Signal ProcessingEnglishPublished

Masking sEMG and lipreading together reduces errors in silent speech synthesis by up to 14 points

June 9, 2026arXiv: 2606.09667v1

Researchers report a way to make silent speech systems more accurate and more robust by training a model to use both muscle signals and video of the mouth. Silent speech interfaces try to recover speech when a person cannot produce sound. The team combined surface electromyography (sEMG) — electrical signals from facial muscles measured on the skin — with video-based lipreading. They used a training trick called modality masking, where one input type is sometimes hidden so the model learns to rely on the other input when needed.

To build the system the authors trained a multimodal speech synthesizer that fuses sEMG and lipreading. They used a transformer-style encoder to learn joint representations of the two input streams, then fine-tuned and tested the model under degraded conditions. The degradations were realistic, for example lowering video frame rate or reducing transmission bitrate. During training they applied temporal adaptive masking that randomly blanked part or all of a modality to encourage the network to learn complementary cues across modalities.

The multimodal, masked approach improved performance compared with single-modality systems. In multi-speaker tests the fusion reached around 76% phone-level accuracy (phones are the basic speech sounds) and about 40% word error rate (WER). Compared to the strongest unimodal baseline, word error rate fell by up to 14 absolute percentage points.

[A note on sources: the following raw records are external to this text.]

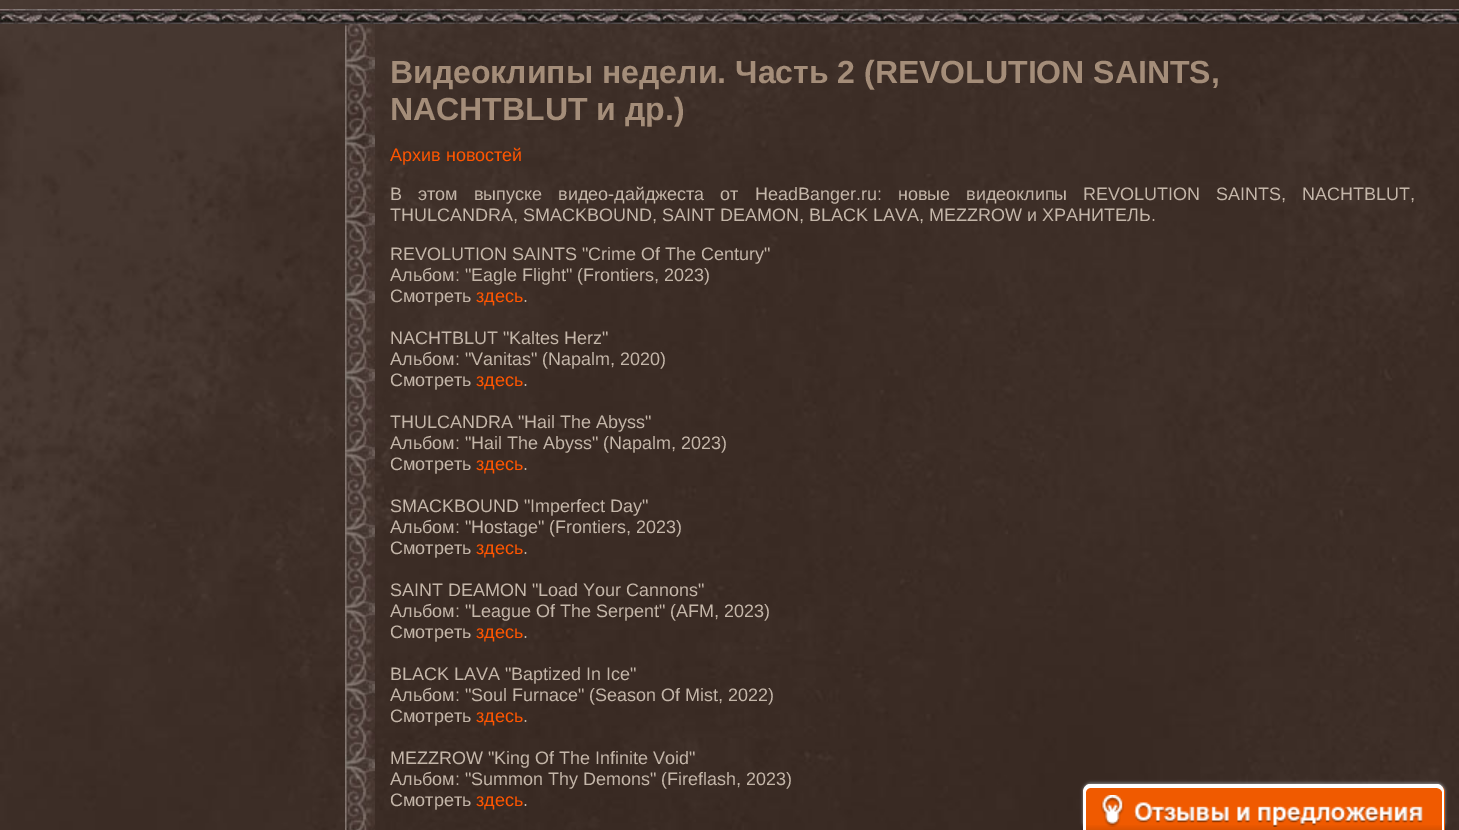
%!PS
<< /PageSize [1459 830] /PageUsesTransparency true >> setpagedevice
/rgb { dup -16 bitshift 255 div exch dup -8 bitshift 255 and 255 div exch 255 and 255 div setrgbcolor } def
/font { [ exch dup neg 0 0 3 -1 roll 0 0 ] selectfont } def
/text { moveto show } def
/alpha { dup .setfillconstantalpha .setstrokeconstantalpha } def
/roundrect { 5 dict begin { /r /h /w /y /x } { exch def } forall
  x r add y moveto x w add y 2 copy h add r arct x w add y h add x 1 index r arct
  x y h add x y r arct x y 2 copy exch w add exch r arct closepath end } def
/shadow { 12 dict begin { /a /b /q /h /w /y /x } { exch def } forall gsave /was 0 def
  9 -2 -9 { dup b mul 4 div /e exch def 1 sub .425 mul 2.718 exch exp 1 add a .99 .min exch div /now exch def
    1 1 now sub 1 was sub div sub alpha /was now def
    w h .min e 2 mul add 0 gt { x e sub y e sub w e 2 mul add h e 2 mul add
      q e add b .6 mul add w h .min 2 div e add .min 0 .max roundrect fill } if } for grestore end } def
/picture { 5 dict begin { /h /w /y /x /name } { exch def } forall
  gsave x y translate w h scale
  w h 8 [w 0 0 h 0 0] name (r) file false 3 colorimage grestore end } def
0 .pushpdf14devicefilter
0 830 translate 1 -1 scale
4 setmiterlimit
/s1 { /LiberationSans-Bold 32 font 16#A48D79 rgb } def
/s2 { /LiberationSans-Regular 18 font 16#FF5500 rgb } def
/s3 { /LiberationSans-Regular 18 font 16#C4B6A9 rgb } def
16#FFFFFF rgb
0 0 1459 830 rectfill
(pic1.raw) 0 0 1459 830 picture
(pic2.raw) 0 9 1459 15 picture
(pic3.raw) 345 24 30 806 picture
s1
(Видеоклипы недели. Часть 2 \(REVOLUTION SAINTS,) 390 83 text
(NACHTBLUT и др.\)) 390 120 text
s2
(Архив новостей) 390 161 text
16#C4B6A9 rgb
390 200 moveto 11 0 32 (В этом выпуске видео-дайджеста от HeadBanger.ru: новые видеоклипы REVOLUTION SAINTS, NACHTBLUT,) widthshow
(THULCANDRA, SMACKBOUND, SAINT DEAMON, BLACK LAVA, MEZZROW и ХРАНИТЕЛЬ.) 390 221 text
(REVOLUTION SAINTS "Crime Of The Century") 390 260 text
(Альбом: "Eagle Flight" \(Frontiers, 2023\)) 390 281 text
(Смотреть) 390 302 text
s2
(здесь) 476 302 text
s3
(.) 523 302 text
(NACHTBLUT "Kaltes Herz") 390 344 text
(Альбом: "Vanitas" \(Napalm, 2020\)) 390 365 text
(Смотреть) 390 386 text
s2
(здесь) 476 386 text
s3
(.) 523 386 text
(THULCANDRA "Hail The Abyss") 390 428 text
(Альбом: "Hail The Abyss" \(Napalm, 2023\)) 390 449 text
(Смотреть) 390 470 text
s2
(здесь) 476 470 text
s3
(.) 523 470 text
(SMACKBOUND "Imperfect Day") 390 512 text
(Альбом: "Hostage" \(Frontiers, 2023\)) 390 533 text
(Смотреть) 390 554 text
s2
(здесь) 476 554 text
s3
(.) 523 554 text
(SAINT DEAMON "Load Your Cannons") 390 596 text
(Альбом: "League Of The Serpent" \(AFM, 2023\)) 390 617 text
(Смотреть) 390 638 text
s2
(здесь) 476 638 text
s3
(.) 523 638 text
(BLACK LAVA "Baptized In Ice") 390 680 text
(Альбом: "Soul Furnace" \(Season Of Mist, 2022\)) 390 701 text
(Смотреть) 390 722 text
s2
(здесь) 476 722 text
s3
(.) 523 722 text
(MEZZROW "King Of The Infinite Void") 390 764 text
(Альбом: "Summon Thy Demons" \(Fireflash, 2023\)) 390 785 text
(Смотреть) 390 806 text
s2
(здесь) 476 806 text
s3
(.) 523 806 text
16#888888 rgb
1083 783 362 47 8 1.5 1 shadow
16#F05A00 rgb
1091 785 moveto 1437 785 lineto 1441.5 785 1445 788.5 1445 793 curveto 1445 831 lineto 1083 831 lineto 1083 793 lineto 1083 788.5 1086.5 785 1091 785 curveto closepath fill
(pic4.raw) 1086 825 356 5 picture
16#FFFFFF rgb
1090 784 moveto 1437 784 lineto 1441 784 1444 788 1444 792 curveto 1444 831 lineto 1083 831 lineto 1083 792 lineto 1083 788 1086 784 1090 784 curveto closepath 1090 788 moveto 1437 788 lineto 1439 788 1442 790 1442 792 curveto 1442 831 lineto 1086 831 lineto 1086 792 lineto 1086 790 1088 788 1090 788 curveto closepath eofill
(pic5.raw) 1101 795 322 32 picture
.poppdf14devicefilter showpage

The authors also found that masking during training was key to these gains and that it made the model more robust than doing task-specific data augmentation for particular degradations.

A closer look at errors showed that the two modalities bring different strengths. sEMG provided especially useful information for vowels and for some consonant groups such as affricates. The model still struggled more with certain sounds, notably some plosive and nasal distinctions. This phone-level analysis helps explain where the fusion helps and where more work is needed.